Once i put my camera on the tripod and got everything level, I put my eye to the eyecup and panned left to right several times, slowly, looking for how the image flowed left to right, AND, looking for distracting elements or things that didn't quite fit. How far should I go left to right would dictate how many shots I would need to take.  I really liked the HUGE tree on the left and decided to anchor the left side of the frame with that tree.  There are a couple of really cool tree trunks just right of center and then to the far right, I liked the quality of light that I was seeing so I was able to pick an end point for the right side.  

One area of the image that bothered me was the immediate foreground.  There wasn't anything super cool about it and it was fairly messy with lots of dead branches, leaves and other forest debris.  I made the decision that I would exclude a portion of the foreground.   So a this point I knew that I didn't want the sky, and, I didn't want a portion of the foreground....i knew how much of the scene I wanted to capture and that in itself dictated what focal length I should use to capture the image.

The rest is really just the technical aspects of the shot. I metered the scene in several different places and decided on the correct shutter speed for my aperture.  Then started shooting from left to right, overlapping each image enough so the stitching software would have the information it needs.   I only shot one pano series for this, no backup in case I did something wrong.   

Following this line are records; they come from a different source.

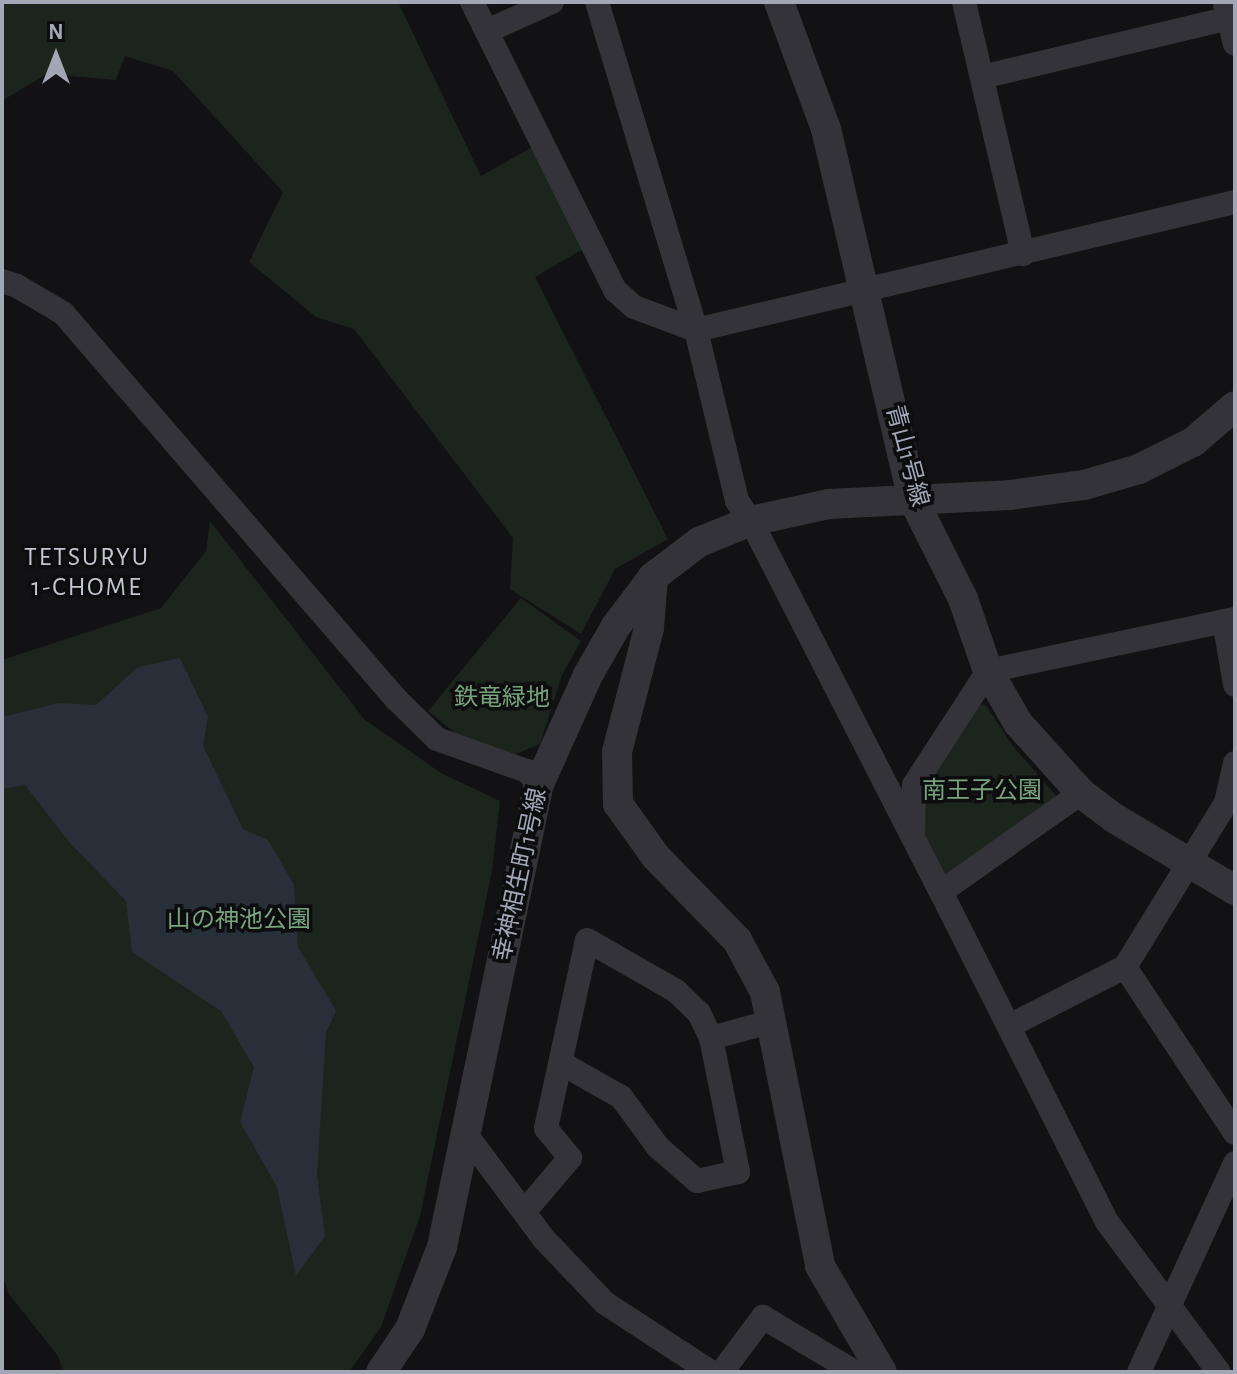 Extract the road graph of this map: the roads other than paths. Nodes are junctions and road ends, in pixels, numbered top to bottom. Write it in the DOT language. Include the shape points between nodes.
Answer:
graph roads {
  1 [pos="472,2"];
  2 [pos="552,2"];
  3 [pos="597,2"];
  4 [pos="779,2"];
  5 [pos="964,2"];
  6 [pos="1227,10"];
  7 [pos="487,31"];
  8 [pos="1235,44"];
  9 [pos="982,77"];
  10 [pos="1235,202"];
  11 [pos="1023,254"];
  12 [pos="2,281"];
  13 [pos="866,292"];
  14 [pos="696,330"];
  15 [pos="1235,406"];
  16 [pos="913,499"];
  17 [pos="751,521"];
  18 [pos="653,577"];
  19 [pos="1229,620"];
  20 [pos="988,671"];
  21 [pos="1235,685"];
  22 [pos="1235,763"];
  23 [pos="539,784"];
  24 [pos="1081,793"];
  25 [pos="912,838"];
  26 [pos="1191,863"];
  27 [pos="1235,890"];
  28 [pos="941,892"];
  29 [pos="1125,967"];
  30 [pos="773,1021"];
  31 [pos="1009,1026"];
  32 [pos="711,1038"];
  33 [pos="561,1063"];
  34 [pos="465,1133"];
  35 [pos="1235,1133"];
  36 [pos="1235,1163"];
  37 [pos="525,1211"];
  38 [pos="1169,1303"];
  39 [pos="381,1372"];
  40 [pos="711,1372"];
  41 [pos="722,1372"];
  42 [pos="855,1372"];
  43 [pos="882,1372"];
  44 [pos="1139,1372"];
  45 [pos="1219,1372"];
  1 -- 7 [label="street"];
  2 -- 7 [label="street"];
  3 -- 14 [label="street"];
  4 -- 13 [label="street, 青山1号線" via="826,129"];
  5 -- 9 [label="street"];
  6 -- 8 [label="street"];
  6 -- 9 [label="street"];
  7 -- 14 [label="street" via="615,290 634,307"];
  9 -- 11 [label="street"];
  10 -- 11 [label="street"];
  11 -- 13 [label="street"];
  12 -- 23 [label="street" via="63,313 286,574 437,739 527,771"];
  13 -- 14 [label="street"];
  13 -- 16 [label="street, 青山1号線"];
  14 -- 17 [label="street" via="737,501"];
  15 -- 16 [label="street, 幸神相生町1号線" via="1193,442 1139,469 1084,485"];
  16 -- 17 [label="street, 幸神相生町1号線" via="828,504"];
  16 -- 20 [label="street, 青山1号線" via="963,599"];
  17 -- 18 [label="street, 幸神相生町1号線" via="699,542"];
  17 -- 25 [label="street"];
  18 -- 23 [label="street, 幸神相生町1号線" via="588,675"];
  18 -- 30 [label="street" via="649,628 617,752 618,804 656,857 737,940 765,992"];
  19 -- 20 [label="street"];
  19 -- 21 [label="street"];
  20 -- 24 [label="street, 青山1号線" via="1018,723"];
  20 -- 25 [label="street" via="914,785"];
  22 -- 26 [label="street" via="1226,803"];
  23 -- 34 [label="street, 幸神相生町1号線"];
  24 -- 26 [label="street, 青山1号線"];
  24 -- 28 [label="street"];
  25 -- 28 [label="street"];
  26 -- 27 [label="street, 青山1号線"];
  26 -- 29 [label="street"];
  28 -- 31 [label="street"];
  29 -- 31 [label="street"];
  29 -- 35 [label="street"];
  30 -- 32 [label="street"];
  30 -- 43 [label="street" via="820,1266"];
  31 -- 38 [label="street" via="1107,1222"];
  32 -- 33 [label="street" via="699,1013 676,991 587,940"];
  32 -- 33 [label="street" via="738,1172 697,1181 658,1147 621,1097"];
  33 -- 37 [label="street" via="546,1128 570,1158"];
  34 -- 37 [label="street"];
  34 -- 39 [label="street, 幸神相生町1号線" via="442,1247 410,1329"];
  36 -- 38 [label="street"];
  37 -- 40 [label="street" via="544,1239 605,1303"];
  38 -- 44 [label="street"];
  38 -- 45 [label="street"];
  41 -- 42 [label="street" via="763,1317"];
}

Once home, I stitched the images together in Lightroom then took the image in to Photoshop.  Once there, I used several Nik products as well as worked several layers of luminosity masks to bring out certain areas of the image.  When i was done, this file was over 1gb!!!!!   

i don't shoot a lot of panos in general, but I do like them in specific situations and they can do a wonderful job of conveying a sense of presence to  your viewers.